# What you need to do
Leave the pictures behind and reproduce every line of the listing exactly.

# Information provided
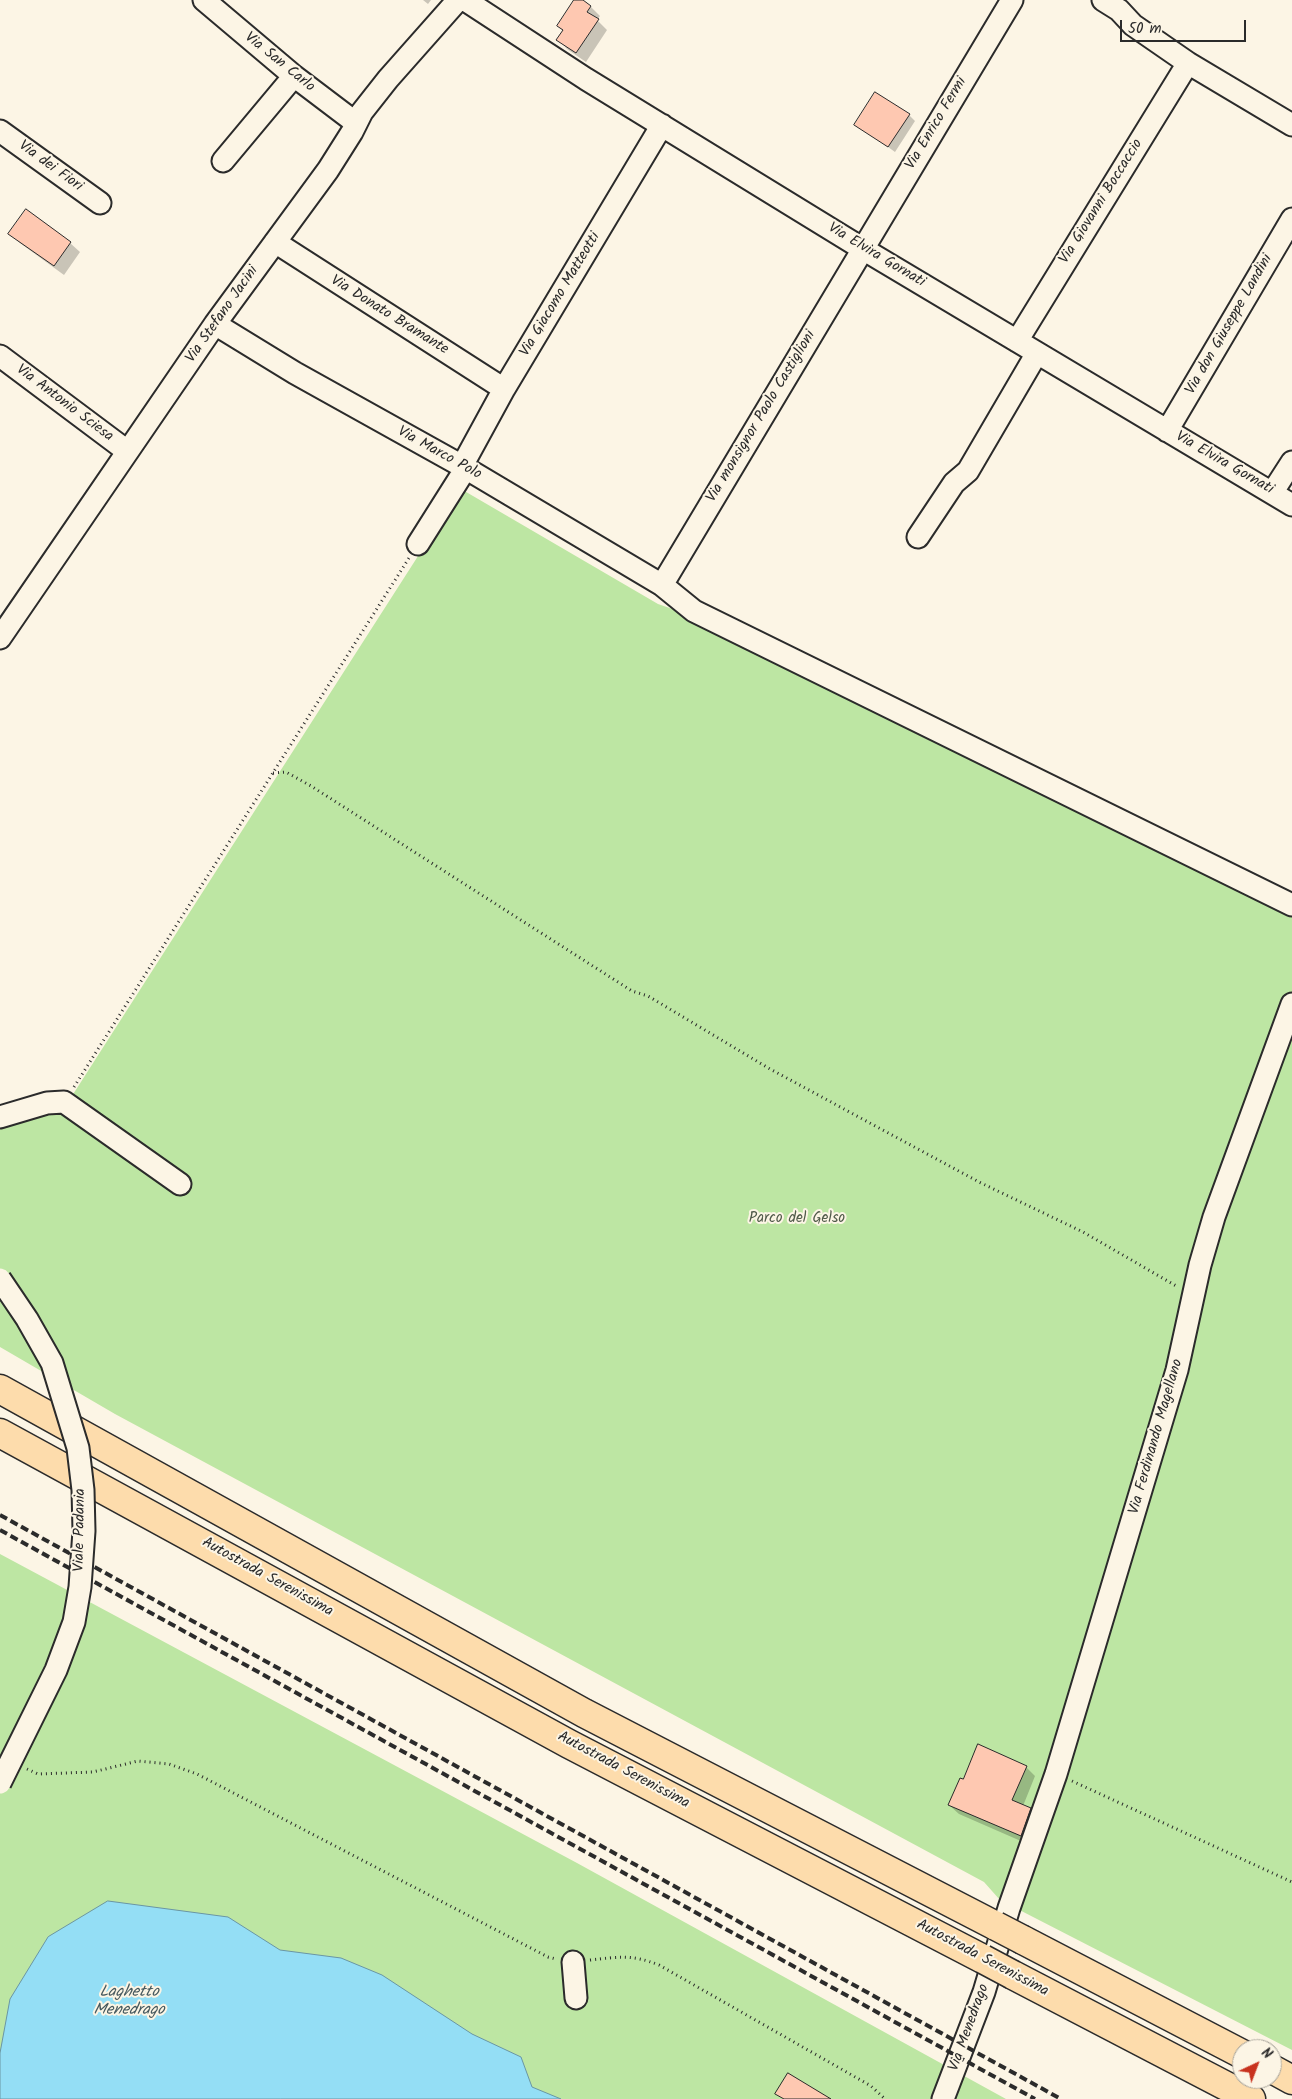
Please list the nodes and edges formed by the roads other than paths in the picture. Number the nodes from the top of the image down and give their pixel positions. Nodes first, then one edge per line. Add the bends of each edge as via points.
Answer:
1 (204, 0) edge
2 (458, 0) edge
3 (465, 0) edge
4 (1012, 0) edge
5 (1104, 0) edge
6 (1188, 63) junction
7 (294, 76) junction
8 (356, 123) junction
9 (662, 125) junction
10 (1292, 125) edge
11 (0, 131) edge
12 (223, 161) dead end
13 (100, 203) dead end
14 (1292, 219) edge
15 (275, 242) junction
16 (863, 249) junction
17 (215, 324) junction
18 (1017, 341) junction
19 (1037, 353) junction
20 (0, 356) edge
21 (504, 389) junction
22 (1167, 431) junction
23 (128, 452) junction
24 (1292, 462) edge
25 (464, 467) junction
26 (1272, 493) junction
27 (1292, 505) edge
28 (918, 537) dead end
29 (418, 544) road end
30 (662, 585) junction
31 (0, 638) edge
32 (1292, 905) edge
33 (1292, 1004) edge
34 (0, 1117) edge
35 (180, 1184) dead end
36 (0, 1278) edge
37 (0, 1389) edge
38 (0, 1433) edge
39 (0, 1783) edge
40 (1023, 1871) joint
41 (573, 1962) road end
42 (576, 1998) dead end
43 (1232, 2049) edge
44 (943, 2099) edge
45 (1251, 2099) edge

1 - 7 street, Via San Carlo
2 - 8 street, Via Stefano Jacini via 388,79
3 - 9 street, Via Elvira Gornati
4 - 16 street, Via Enrico Fermi
5 - 6 street via 1133,25
6 - 10 street
6 - 18 street, Via Giovanni Boccaccio
7 - 8 street, Via San Carlo
7 - 12 street
8 - 15 street, Via Stefano Jacini via 328,170
9 - 16 street, Via Elvira Gornati
9 - 21 street, Via Giacomo Matteotti
11 - 13 street, Via dei Fiori
14 - 22 street, Via don Giuseppe Landini
15 - 17 street, Via Stefano Jacini
15 - 21 street, Via Donato Bramante
16 - 18 street, Via Elvira Gornati
16 - 30 street, Via monsignor Paolo Castiglioni
17 - 23 street, Via Stefano Jacini
17 - 25 street, Via Marco Polo via 295,373
18 - 19 street, Via Elvira Gornati
19 - 22 street, Via Elvira Gornati
19 - 28 street via 968,471 954,484
20 - 23 street, Via Antonio Sciesa
21 - 25 street, Via Giacomo Matteotti
22 - 26 street, Via Elvira Gornati
23 - 31 street, Via Stefano Jacini
24 - 26 street
25 - 29 street, Via Giacomo Matteotti
25 - 30 street, Via Marco Polo
26 - 27 street, Via Elvira Gornati
30 - 32 street, Via Marco Polo via 694,611
33 - 40 street, Via Ferdinando Magellano via 1214,1217 1178,1370 1056,1774
34 - 35 street via 47,1103 64,1102
36 - 39 street, Viale Padania, bridge via 52,1363 78,1448 84,1531 74,1622 56,1670
37 - 43 highway, bridge via 584,1713
38 - 45 highway, Autostrada Serenissima, bridge via 569,1744
40 - 44 street, Via Menedrago via 984,1992
41 - 42 street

# Answer for this exercise
Please list the nodes and edges formed by the roads other than paths in the picture. Number the nodes from the top of the image down and give their pixel positions. Nodes first, then one edge per line. Add the bends of each edge as via points.
Answer:
1 (204, 0) edge
2 (458, 0) edge
3 (465, 0) edge
4 (1012, 0) edge
5 (1104, 0) edge
6 (1188, 63) junction
7 (294, 76) junction
8 (356, 123) junction
9 (662, 125) junction
10 (1292, 125) edge
11 (0, 131) edge
12 (223, 161) dead end
13 (100, 203) dead end
14 (1292, 219) edge
15 (275, 242) junction
16 (863, 249) junction
17 (215, 324) junction
18 (1017, 341) junction
19 (1037, 353) junction
20 (0, 356) edge
21 (504, 389) junction
22 (1167, 431) junction
23 (128, 452) junction
24 (1292, 462) edge
25 (464, 467) junction
26 (1272, 493) junction
27 (1292, 505) edge
28 (918, 537) dead end
29 (418, 544) road end
30 (662, 585) junction
31 (0, 638) edge
32 (1292, 905) edge
33 (1292, 1004) edge
34 (0, 1117) edge
35 (180, 1184) dead end
36 (0, 1278) edge
37 (0, 1389) edge
38 (0, 1433) edge
39 (0, 1783) edge
40 (1023, 1871) joint
41 (573, 1962) road end
42 (576, 1998) dead end
43 (1232, 2049) edge
44 (943, 2099) edge
45 (1251, 2099) edge

1 - 7 street, Via San Carlo
2 - 8 street, Via Stefano Jacini via 388,79
3 - 9 street, Via Elvira Gornati
4 - 16 street, Via Enrico Fermi
5 - 6 street via 1133,25
6 - 10 street
6 - 18 street, Via Giovanni Boccaccio
7 - 8 street, Via San Carlo
7 - 12 street
8 - 15 street, Via Stefano Jacini via 328,170
9 - 16 street, Via Elvira Gornati
9 - 21 street, Via Giacomo Matteotti
11 - 13 street, Via dei Fiori
14 - 22 street, Via don Giuseppe Landini
15 - 17 street, Via Stefano Jacini
15 - 21 street, Via Donato Bramante
16 - 18 street, Via Elvira Gornati
16 - 30 street, Via monsignor Paolo Castiglioni
17 - 23 street, Via Stefano Jacini
17 - 25 street, Via Marco Polo via 295,373
18 - 19 street, Via Elvira Gornati
19 - 22 street, Via Elvira Gornati
19 - 28 street via 968,471 954,484
20 - 23 street, Via Antonio Sciesa
21 - 25 street, Via Giacomo Matteotti
22 - 26 street, Via Elvira Gornati
23 - 31 street, Via Stefano Jacini
24 - 26 street
25 - 29 street, Via Giacomo Matteotti
25 - 30 street, Via Marco Polo
26 - 27 street, Via Elvira Gornati
30 - 32 street, Via Marco Polo via 694,611
33 - 40 street, Via Ferdinando Magellano via 1214,1217 1178,1370 1056,1774
34 - 35 street via 47,1103 64,1102
36 - 39 street, Viale Padania, bridge via 52,1363 78,1448 84,1531 74,1622 56,1670
37 - 43 highway, bridge via 584,1713
38 - 45 highway, Autostrada Serenissima, bridge via 569,1744
40 - 44 street, Via Menedrago via 984,1992
41 - 42 street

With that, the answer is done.